Censorship isn't the network's only challenge. Distribution remains a
hurdle. While CCTV already has greater reach in the United States than Al
Jazeera, finding the channel on your television can be difficult, and the
network hasn't generated much buzz among viewers or critics. Like some
other foreign broadcasters in the United States, there are no public
ratings for CCTV America. Its clunky, often poorly translated website
occasionally descends
<http://english.cntv.cn/program/newshour/20120620/108428.shtml> into
accidental comedy ("Egypt's Mubarak in comma, but 'not clinically dead'"
[sic]), and its live stream is often broken. It was only after Barbara
Dury's lobbying, she said, that CCTV agreed in June to launch its first
channel on YouTube -- a service, she noted with a chuckle, that's banned
in China.

Laurie is hoping to solve CCTV's distribution problem in the United States
by getting the channel into hotel rooms, a tactic that helped CNN gained
traction among business travelers during the 1990s. For now, the hopes of
CCTV America's journalists are pinned on emulating the success of that
upstart from Qatar. "I remember when Al Jazeera started, people called it
'the terror network,''' said Walter. "But now, years later, they're
producing really quality stuff that's being recognized. That's what I hope
for CCTV. I think it will just get better."

Still, CCTV's Western employees are taking their new jobs in stride.
Donaghy complained that the CCTV label can be an annoying liability. "You
get some comments. Running from, 'I'm sure you're paid a fortune!' to 'Do
you speak Chinese?'" When The Heat host Mike Walter, a former anchor at
the CBS affiliate in Washington, interviewed for his CCTV job, the
station's chief Ma began by reading him a newspaper report skeptical of
the new network. "The argument was, it's basically going to be a puppet
for the Chinese government, basically a propaganda instrument, and she
said, 'what do you think of that?'" recounted Walter. "I said, ‘obviously
it was a concern of mine. I don't want me working for CCTV to change the
circuitry in my brain.'"

"Personally, I think their mission is to learn as much as they can," said
Donaghy. "And to open up, and to look to the United States to see how to
run an international cable network. They're very open. It's very early
days yet."

Being on the ground floor also means the chance to do good reporting on
topics that can't offend government sensibilities -- and, perhaps, on
topics that might. "The wall is always shifting," said Walter, whose TV
anchor affability seems to belie an eagerness to probe some boundaries.
"It's always good to bump up against a wall and see how strong it is, and
whether there's some softness. I think we are going to chart new
territories."

With broader distribution, the network may have a chance to woo audiences
in Latin America and Africa, where television reporting has dwindled in
recent years. To make inroads in the United States, CCTV will continue to
focus on business stories, coupled with a greater emphasis on cultural
documentaries about Chinese history, culture, and nature -- programming
that projects a "cute" image of the country, says Ying, the media scholar.
As for its news content, "CCTV won't change until the government changes."

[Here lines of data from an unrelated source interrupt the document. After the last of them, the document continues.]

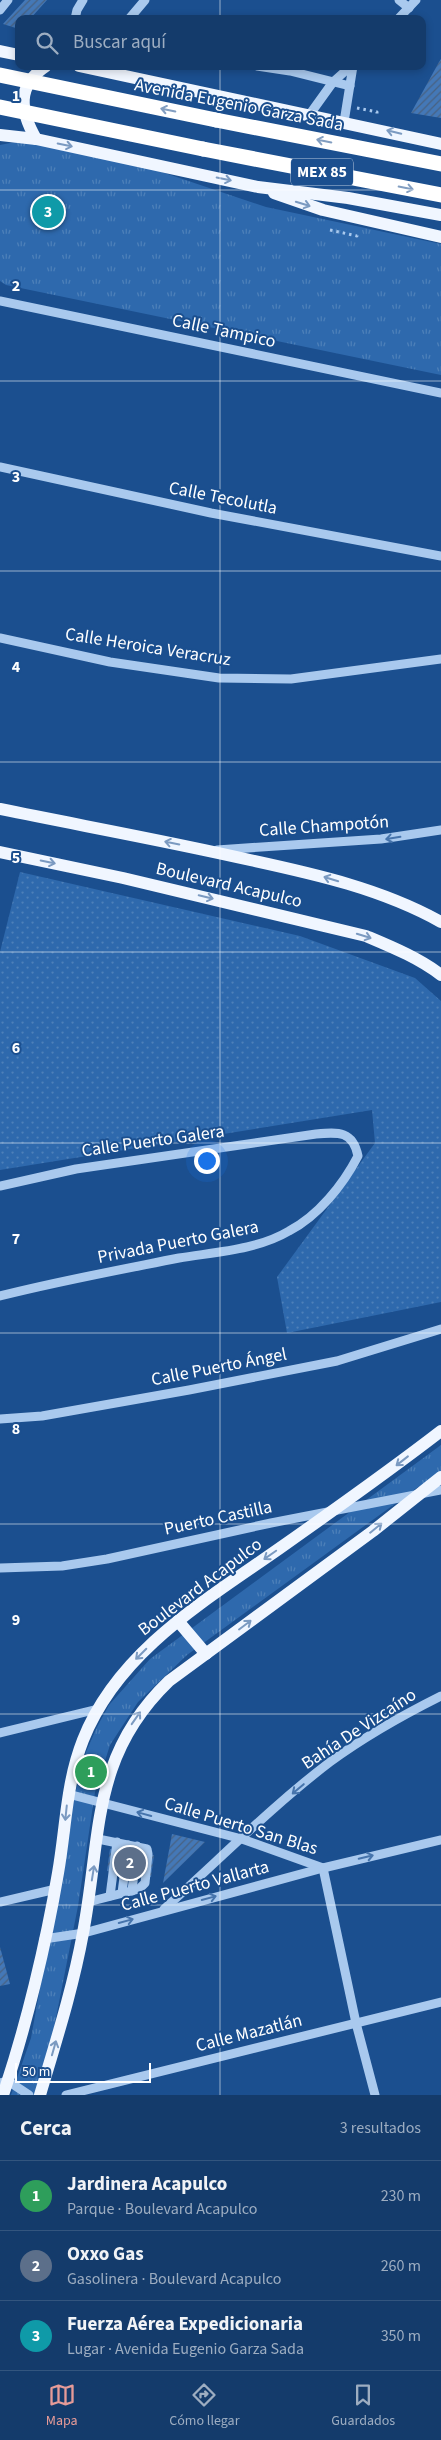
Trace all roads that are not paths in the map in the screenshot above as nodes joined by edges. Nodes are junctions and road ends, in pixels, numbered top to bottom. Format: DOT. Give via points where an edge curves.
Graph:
graph roads {
  1 [pos="8,0"];
  2 [pos="84,0"];
  3 [pos="145,0"];
  4 [pos="399,0"];
  5 [pos="416,0"];
  6 [pos="409,8"];
  7 [pos="0,10"];
  8 [pos="76,15"];
  9 [pos="132,15"];
  10 [pos="402,15"];
  11 [pos="0,51"];
  12 [pos="15,53"];
  13 [pos="41,70"];
  14 [pos="98,70"];
  15 [pos="283,70"];
  16 [pos="347,70"];
  17 [pos="352,70"];
  18 [pos="0,75"];
  19 [pos="332,82"];
  20 [pos="350,86"];
  21 [pos="0,107"];
  22 [pos="310,114"];
  23 [pos="344,122"];
  24 [pos="0,135"];
  25 [pos="36,139"];
  26 [pos="441,144"];
  27 [pos="441,164"];
  28 [pos="258,187"];
  29 [pos="441,195"];
  30 [pos="441,215"];
  31 [pos="441,237"];
  32 [pos="0,301"];
  33 [pos="441,393"];
  34 [pos="0,467"];
  35 [pos="441,556"];
  36 [pos="0,638"];
  37 [pos="441,659"];
  38 [pos="0,809"];
  39 [pos="441,830"];
  40 [pos="208,850"];
  41 [pos="0,852"];
  42 [pos="441,922"];
  43 [pos="441,975"];
  44 [pos="358,1156"];
  45 [pos="0,1186"];
  46 [pos="0,1296"];
  47 [pos="441,1329"];
  48 [pos="0,1419"];
  49 [pos="441,1431"];
  50 [pos="441,1477"];
  51 [pos="441,1490"];
  52 [pos="414,1496"];
  53 [pos="330,1513"];
  54 [pos="0,1568"];
  55 [pos="178,1621"];
  56 [pos="206,1654"];
  57 [pos="441,1696"];
  58 [pos="98,1708"];
  59 [pos="0,1733"];
  60 [pos="68,1794"];
  61 [pos="102,1802"];
  62 [pos="98,1839"];
  63 [pos="242,1839"];
  64 [pos="441,1840"];
  65 [pos="116,1842"];
  66 [pos="133,1845"];
  67 [pos="323,1868"];
  68 [pos="56,1889"];
  69 [pos="122,1893"];
  70 [pos="110,1896"];
  71 [pos="0,1902"];
  72 [pos="88,1902"];
  73 [pos="162,1911"];
  74 [pos="84,1932"];
  75 [pos="44,1940"];
  76 [pos="441,2002"];
  77 [pos="356,2023"];
  78 [pos="4,2082"];
  79 [pos="3,2095"];
  80 [pos="28,2095"];
  81 [pos="40,2095"];
  82 [pos="66,2095"];
  83 [pos="375,2095"];
  1 -- 7 [label="street"];
  2 -- 8 [label="street"];
  3 -- 9 [label="street"];
  4 -- 6 [label="street"];
  5 -- 6 [label="street"];
  6 -- 10 [label="street"];
  11 -- 12 [label="main road"];
  13 -- 25 [label="main road" via="33,77 23,101 25,119"];
  14 -- 22 [label="main road"];
  15 -- 19 [label="street"];
  16 -- 19 [label="street"];
  17 -- 20 [label="street"];
  27 -- 18 [label="highway, Avenida Eugenio Garza Sada / MEX 85, one-way, bridge"];
  19 -- 20 [label="street"];
  19 -- 22 [label="street"];
  20 -- 23 [label="street"];
  21 -- 29 [label="highway, MEX 85, one-way, bridge"];
  22 -- 23 [label="main road"];
  26 -- 23 [label="main road, one-way"];
  24 -- 25 [label="main road"];
  25 -- 28 [label="main road, one-way"];
  28 -- 30 [label="main road" via="348,198"];
  28 -- 31 [label="main road, one-way" via="322,210"];
  32 -- 33 [label="street, Calle Tampico"];
  34 -- 35 [label="street, Calle Tecolutla" via="211,513"];
  36 -- 37 [label="street, Calle Heroica Veracruz" via="110,662 219,678 291,679"];
  40 -- 38 [label="main road, Boulevard Acapulco, one-way"];
  39 -- 40 [label="street, Calle Champotón, one-way" via="381,839"];
  42 -- 40 [label="main road, Boulevard Acapulco, one-way" via="411,906 326,877"];
  41 -- 43 [label="main road, Boulevard Acapulco, one-way" via="366,936 430,966"];
  44 -- 45 [label="street, Calle Puerto Galera" via="356,1143 348,1137 335,1133 316,1134 76,1169"];
  44 -- 46 [label="street, Privada Puerto Galera" via="340,1184 313,1214 290,1231 264,1243 106,1272"];
  47 -- 48 [label="street, Calle Puerto Ángel" via="337,1361 42,1416"];
  49 -- 53 [label="main road, Boulevard Acapulco, one-way"];
  50 -- 52 [label="main road"];
  51 -- 52 [label="street, Puerto Castilla"];
  52 -- 53 [label="street, Puerto Castilla"];
  56 -- 52 [label="main road, one-way" via="373,1531"];
  53 -- 54 [label="street, Puerto Castilla" via="107,1559 62,1566"];
  53 -- 55 [label="main road, Boulevard Acapulco, one-way"];
  55 -- 56 [label="main road"];
  55 -- 58 [label="main road, Boulevard Acapulco, one-way" via="136,1659"];
  61 -- 56 [label="main road, one-way" via="121,1742 142,1710 169,1681"];
  57 -- 63 [label="street, Bahía De Vizcaíno, one-way" via="382,1728 330,1762"];
  58 -- 59 [label="street"];
  58 -- 60 [label="main road, Boulevard Acapulco" via="79,1751"];
  60 -- 61 [label="street, Calle Puerto San Blas"];
  60 -- 68 [label="main road, Boulevard Acapulco, one-way"];
  61 -- 62 [label="main road"];
  63 -- 61 [label="street, Calle Puerto San Blas, one-way"];
  62 -- 65 [label="street"];
  72 -- 62 [label="main road, one-way"];
  63 -- 67 [label="street, Calle Puerto San Blas"];
  63 -- 73 [label="street, Bahía De Vizcaíno"];
  67 -- 64 [label="street, Calle Puerto Vallarta, one-way"];
  65 -- 66 [label="street"];
  65 -- 70 [label="street"];
  66 -- 69 [label="street"];
  66 -- 69 [label="street" via="148,1851 145,1883 139,1889"];
  73 -- 67 [label="street, Calle Puerto Vallarta, one-way"];
  67 -- 77 [label="street, Calle Puerto San Blas"];
  68 -- 71 [label="street"];
  68 -- 75 [label="main road, Boulevard Acapulco"];
  69 -- 70 [label="street"];
  70 -- 72 [label="street"];
  72 -- 74 [label="main road"];
  74 -- 73 [label="street, Calle Puerto Vallarta, one-way"];
  74 -- 75 [label="street, Calle Puerto Vallarta"];
  81 -- 74 [label="main road, one-way"];
  75 -- 78 [label="main road, Boulevard Acapulco"];
  76 -- 77 [label="street, Calle Mazatlán"];
  77 -- 82 [label="street, Calle Mazatlán"];
  77 -- 83 [label="street, Calle Puerto San Blas"];
  78 -- 79 [label="main road, Boulevard Acapulco"];
  78 -- 80 [label="street"];
}
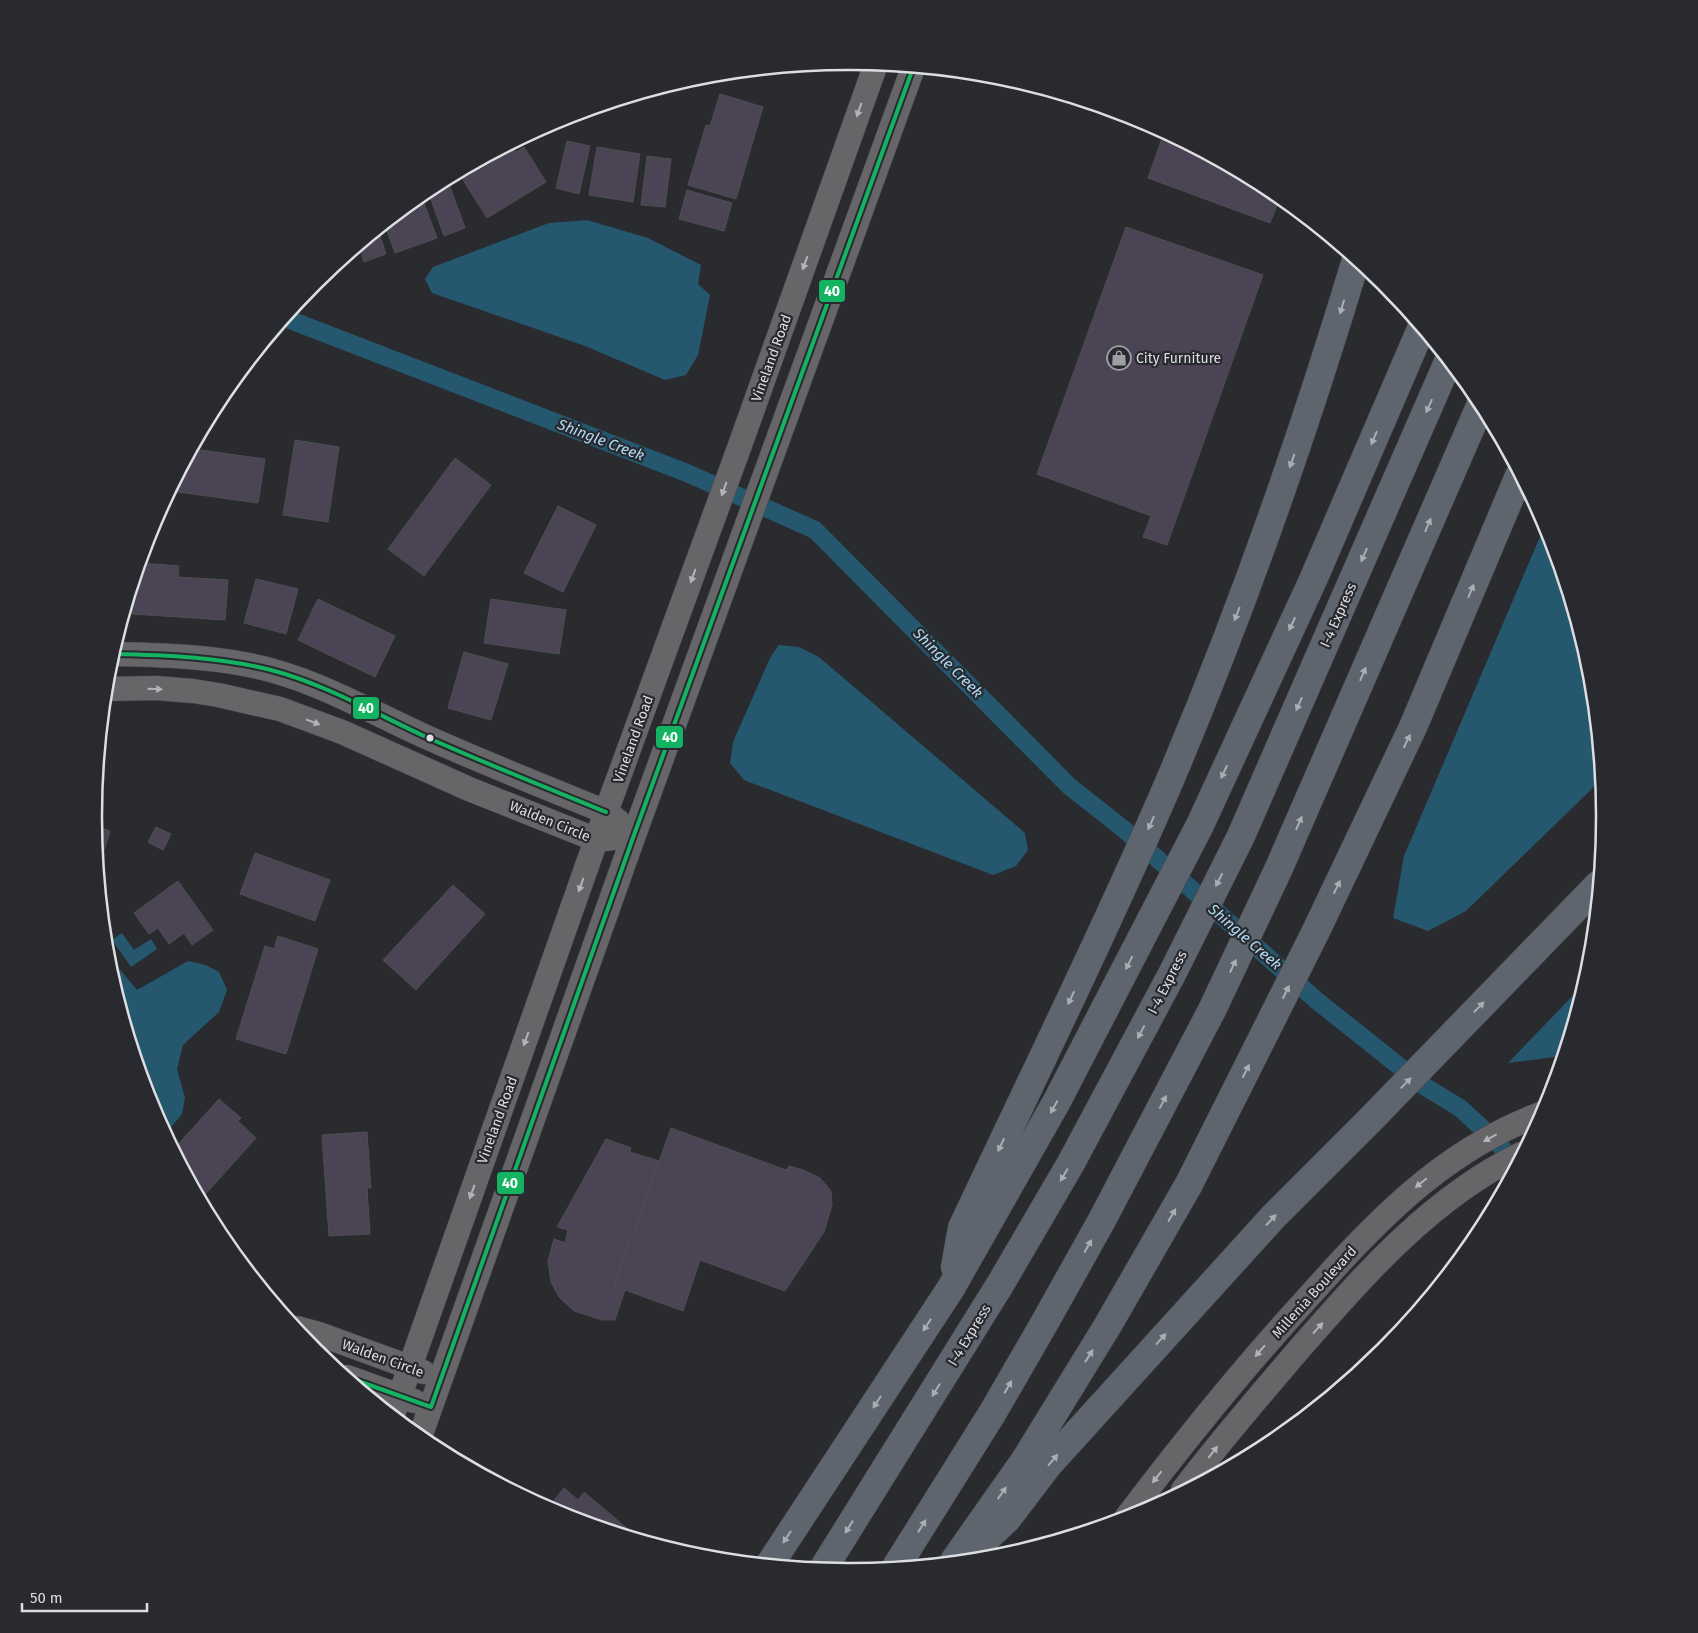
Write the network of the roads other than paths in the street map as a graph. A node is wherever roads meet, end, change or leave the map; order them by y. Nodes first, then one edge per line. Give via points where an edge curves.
1 (874, 71) edge
2 (910, 73) edge
3 (1354, 267) edge
4 (1418, 334) edge
5 (1445, 368) edge
6 (1477, 413) edge
7 (1517, 483) edge
8 (121, 654) edge
9 (114, 689) edge
10 (606, 812) junction
11 (634, 835) junction
12 (597, 840) junction
13 (1591, 892) edge
14 (1532, 1117) edge
15 (1512, 1159) edge
16 (951, 1288) junction
17 (309, 1331) edge
18 (409, 1366) junction
19 (441, 1379) junction
20 (375, 1393) edge
21 (397, 1405) edge
22 (431, 1407) junction
23 (423, 1429) edge
24 (1192, 1479) edge
25 (1136, 1506) edge
26 (971, 1553) edge
27 (958, 1555) edge
28 (773, 1559) edge
29 (900, 1561) edge
30 (827, 1562) edge

1 -> 10 street, Vineland Road
2 - 11 street
3 -> 16 highway via 1302,434 1236,616 1114,907 962,1228
4 -> 16 highway via 1313,580 1200,825 1057,1101
5 -> 30 highway, I-4 Express via 1241,836 1172,974 1071,1163 1001,1283
29 -> 6 highway via 1050,1314 1212,1010 1279,868
27 -> 7 highway via 1025,1460 1189,1184 1316,932 1413,727
8 - 10 street via 212,659 250,665 303,680 479,761
9 -> 12 street, Walden Circle via 193,691 280,709
10 - 11 street
10 - 12 street, Vineland Road
11 - 12 street, Walden Circle
11 - 19 street
12 -> 18 street, Vineland Road
26 -> 13 highway via 1008,1519 1048,1465 1274,1216
14 -> 25 street, Millenia Boulevard via 1460,1155 1403,1198 1317,1287 1217,1402
24 -> 15 street, Millenia Boulevard via 1264,1390 1365,1277 1431,1212 1478,1178
16 -> 28 highway
17 - 18 street, Walden Circle
18 - 19 street, Walden Circle
18 - 21 street, Vineland Road
19 - 22 street
20 - 21 street
21 - 22 street
22 - 23 street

Marash, Al Jazeera English's first American anchor, cautioned against
writing off the network just yet. If it can manage to loose itself of
Beijing's grip, gain wider distribution, and sway audiences with marquee
interviews and exclusive coverage of the Chinese economy, for instance, it
might find a foothold on Wall Street, if not on Capitol Hill. "And it's
almost certainly going to get better."

But Walter said that pushing the envelope, even a little bit, was a
challenge for the network's newest journalists, and for the Chinese
producers who serve as a middleman with Beijing.

"You got all these Western journalists who want to push this further, and
then you work with the other side which says, ‘wait, don't push too much.'
They have to find a happy balance and operate within these confines.
That's not easy."

"American journalists have the attitude that it's better to ask
forgiveness rather than permission," added Walter. "In China, it's better
to ask permission than forgiveness. We've run headlong into that. The
approach is very different. It's something that will be a struggle here."